From the Forums: Why Generation Y is Broke
In addition to everything green in the forums, we also discuss a lot of other topics ranging from politics to economics. One of our best forum contributors, ed, is wondering why America can't seem to get a grip on financial matters.
Is it because we're dumb, arrogant or simply uneducated?
As a group, we have failed to get a grip on fiscal reality:
The median credit-card debt of low- and middle-income people aged 18 to 34 is $8,200.
The average college debt for recent grads is more than $20,000 and rising.
People between the ages of 25 and 34 make up 22.7% of all U.S. bankruptcies (but just 14% of the population at large), according to a recent report.
I was born between the Depression and WWII. Everything was rationed, hand-me-down, clothes were washed with a scrub board and tub, the ice box contained real ice, horses and buggies were common sights on cobble stone streets, food was cooked on a kerosine stove, everyone had a "Victory garden," there was no TV or computers or . . . credit.
The current generation scares me. Anything and every thing they "want," they consider to be a "need." They spend "Cash," "Credit," "Loans," "Equity" and save Nothing!

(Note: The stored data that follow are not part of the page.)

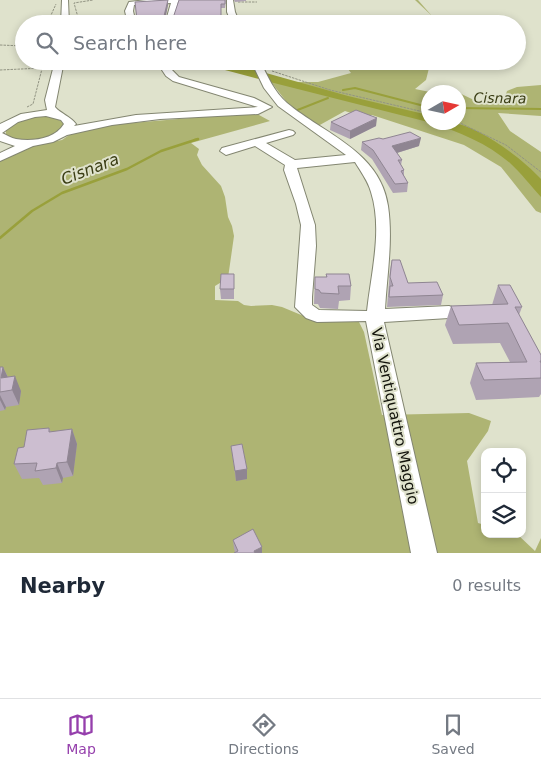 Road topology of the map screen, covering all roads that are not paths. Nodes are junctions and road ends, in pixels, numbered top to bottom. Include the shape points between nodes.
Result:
1 (175, 0) edge
2 (181, 0) edge
3 (65, 1) edge
4 (230, 1) edge
5 (65, 15) edge
6 (130, 15) edge
7 (171, 15) edge
8 (231, 15) edge
9 (58, 70) edge
10 (167, 70) edge
11 (261, 70) edge
12 (50, 100) junction
13 (26, 112) junction
14 (62, 117) junction
15 (106, 122) junction
16 (65, 132) junction
17 (289, 133) dead end
18 (1, 134) edge
19 (256, 142) junction
20 (32, 143) junction
21 (226, 151) dead end
22 (0, 157) edge
23 (358, 158) junction
24 (294, 165) junction
25 (448, 312) dead end
26 (369, 316) junction
27 (424, 553) edge

1 - 2 street
1 - 6 street via 131,3
1 - 7 street
3 - 5 street
4 - 8 street
9 - 12 street
10 - 15 street via 176,79 250,100 266,108
11 - 23 street, Via Ventiquattro Maggio via 267,75 272,93 289,110
12 - 13 street via 41,109
12 - 14 street via 50,107
13 - 14 street
13 - 18 street
14 - 15 street
14 - 16 street via 70,124
15 - 16 street
16 - 20 street
17 - 19 street
18 - 20 street via 18,143
19 - 21 street
19 - 24 street
20 - 22 street
23 - 24 street
23 - 26 street, Via Ventiquattro Maggio via 372,176 382,212 382,257
24 - 26 street via 290,170 308,223 304,307 317,316
25 - 26 street
26 - 27 street, Via Ventiquattro Maggio via 376,334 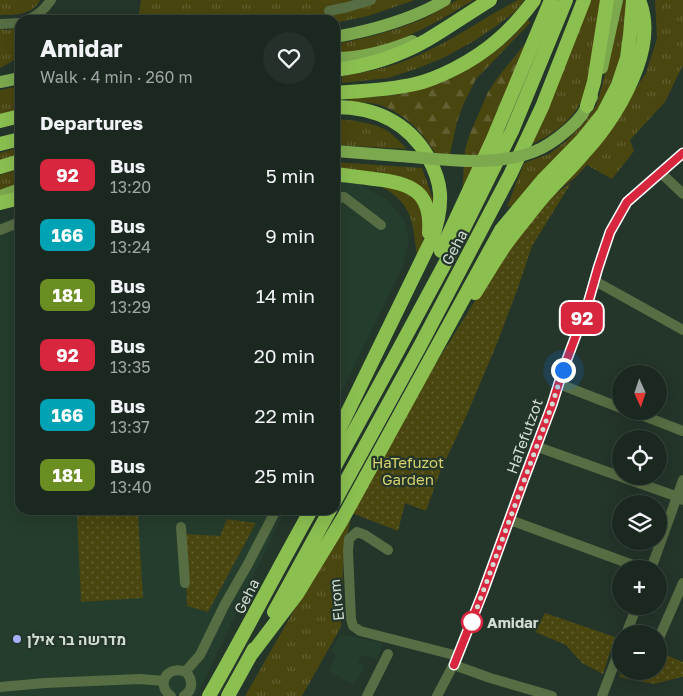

They don't know "Hard Time's" . . . Yet!
Wow, well said Ed! Personally...It took me 20 years to finally get what my grandfather said to me when I was interviewing him for a school report when I was a teenager. We were discussing the Great Depression and at some point he said:
The problem with today's generation is that you want everything now and aren't willing to save for it. In my day, if we wanted a new radio we would save a year for it. Today you just use a credit card or waste your money instead of saving it.
This is coming from a man with zero debt, who owned his house and everything in it, 80 acres of land, his two cars, and along with my grandmother was able to survive on Social Security and the rent paid on his land because they had no debt.
They drove their cars until they died, and bought their next car used (never new) with cash. They grew most of their food and canned it for winter. They cut and burned wood for heat. They got their water from a well.
My generation, the one behind me, and the one behind that is all about instant gratification. We don't know anything about sacrifice and we learned this behavior from our parents, who lived through the 60's and came out to become the spenders of the 80's.
And when it comes to sacrifice, our government tells us to go shopping.
It seems like most of us care enough about the environment enough to get organized and make sacrifices, but when it comes to our money, most of us don't seem to be willing to pay the same attention to detail.
What good is being green if we aren't being "green?" It seems to me there is a direct link to being fiscally responsible and being ecologically responsible.